■ **BRIEF**
Write out exactly the lines below that run from the line containing "Turn every road, lane" through the last line of the records.

■ **RECORDS PROVIDED**
□ □ □

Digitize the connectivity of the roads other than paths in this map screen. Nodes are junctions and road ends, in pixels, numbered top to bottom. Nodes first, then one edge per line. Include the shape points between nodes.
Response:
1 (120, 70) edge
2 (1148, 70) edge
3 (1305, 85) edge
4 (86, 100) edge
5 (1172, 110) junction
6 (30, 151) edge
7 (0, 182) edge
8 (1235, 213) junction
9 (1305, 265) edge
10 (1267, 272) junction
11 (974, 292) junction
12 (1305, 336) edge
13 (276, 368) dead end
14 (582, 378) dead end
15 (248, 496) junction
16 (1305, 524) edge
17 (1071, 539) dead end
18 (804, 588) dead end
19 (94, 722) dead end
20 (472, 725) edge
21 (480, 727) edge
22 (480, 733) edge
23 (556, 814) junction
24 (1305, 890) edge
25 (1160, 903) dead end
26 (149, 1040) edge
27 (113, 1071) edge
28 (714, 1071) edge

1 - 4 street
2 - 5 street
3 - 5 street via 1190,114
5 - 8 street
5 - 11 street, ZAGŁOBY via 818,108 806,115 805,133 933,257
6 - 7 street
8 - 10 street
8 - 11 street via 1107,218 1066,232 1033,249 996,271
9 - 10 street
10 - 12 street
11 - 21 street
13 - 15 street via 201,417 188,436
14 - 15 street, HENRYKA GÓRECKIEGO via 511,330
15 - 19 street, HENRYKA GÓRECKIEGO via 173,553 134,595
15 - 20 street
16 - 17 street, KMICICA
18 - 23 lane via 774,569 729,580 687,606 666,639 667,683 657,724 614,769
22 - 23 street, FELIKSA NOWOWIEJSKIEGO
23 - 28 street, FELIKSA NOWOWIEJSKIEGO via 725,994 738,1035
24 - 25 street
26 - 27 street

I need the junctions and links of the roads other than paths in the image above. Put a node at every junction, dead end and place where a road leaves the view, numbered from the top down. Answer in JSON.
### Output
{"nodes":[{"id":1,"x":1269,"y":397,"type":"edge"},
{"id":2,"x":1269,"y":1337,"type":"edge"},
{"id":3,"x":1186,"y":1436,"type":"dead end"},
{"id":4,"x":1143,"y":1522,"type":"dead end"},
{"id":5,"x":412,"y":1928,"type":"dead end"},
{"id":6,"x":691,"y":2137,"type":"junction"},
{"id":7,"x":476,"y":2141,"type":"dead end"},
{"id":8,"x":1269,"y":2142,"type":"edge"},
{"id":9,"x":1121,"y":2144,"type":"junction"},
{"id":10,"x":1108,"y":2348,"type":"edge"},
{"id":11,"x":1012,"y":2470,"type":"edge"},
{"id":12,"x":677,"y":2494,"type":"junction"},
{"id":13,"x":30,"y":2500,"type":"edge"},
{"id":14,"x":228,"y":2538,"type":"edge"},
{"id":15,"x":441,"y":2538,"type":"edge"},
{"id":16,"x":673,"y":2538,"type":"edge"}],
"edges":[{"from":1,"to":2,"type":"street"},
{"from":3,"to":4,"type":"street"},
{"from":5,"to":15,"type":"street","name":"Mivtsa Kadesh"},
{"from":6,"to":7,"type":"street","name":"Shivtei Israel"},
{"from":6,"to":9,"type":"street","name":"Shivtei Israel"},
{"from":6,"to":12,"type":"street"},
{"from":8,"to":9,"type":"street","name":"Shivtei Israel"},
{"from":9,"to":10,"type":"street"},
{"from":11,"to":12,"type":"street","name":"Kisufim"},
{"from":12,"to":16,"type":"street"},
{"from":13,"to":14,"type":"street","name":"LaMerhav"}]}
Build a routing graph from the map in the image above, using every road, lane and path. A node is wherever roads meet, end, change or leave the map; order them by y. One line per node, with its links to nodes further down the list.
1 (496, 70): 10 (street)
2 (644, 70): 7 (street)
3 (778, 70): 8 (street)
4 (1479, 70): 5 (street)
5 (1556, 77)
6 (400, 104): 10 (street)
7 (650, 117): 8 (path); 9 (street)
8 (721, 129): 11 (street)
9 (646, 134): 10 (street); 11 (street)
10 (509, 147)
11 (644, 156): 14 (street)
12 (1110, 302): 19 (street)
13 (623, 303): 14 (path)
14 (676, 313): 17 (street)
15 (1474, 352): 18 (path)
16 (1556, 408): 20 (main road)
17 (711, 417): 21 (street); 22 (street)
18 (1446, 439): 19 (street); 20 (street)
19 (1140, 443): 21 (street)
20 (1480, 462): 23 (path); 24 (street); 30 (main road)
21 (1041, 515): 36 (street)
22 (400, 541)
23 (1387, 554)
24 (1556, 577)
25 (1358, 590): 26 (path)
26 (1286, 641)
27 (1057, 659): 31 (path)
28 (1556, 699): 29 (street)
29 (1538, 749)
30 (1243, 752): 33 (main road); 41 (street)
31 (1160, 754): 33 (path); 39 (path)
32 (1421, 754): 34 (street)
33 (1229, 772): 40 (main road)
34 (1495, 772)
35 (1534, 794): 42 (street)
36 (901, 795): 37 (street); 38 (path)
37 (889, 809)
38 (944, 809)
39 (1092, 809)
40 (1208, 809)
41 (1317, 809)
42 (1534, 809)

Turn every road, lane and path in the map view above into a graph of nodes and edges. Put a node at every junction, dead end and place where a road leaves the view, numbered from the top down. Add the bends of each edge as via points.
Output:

□ □ □

■ **SOLUTION FOR THIS TASK**
Turn every road, lane and path in the map view above into a graph of nodes and edges. Put a node at every junction, dead end and place where a road leaves the view, numbered from the top down. Add the bends of each edge as via points.
Output:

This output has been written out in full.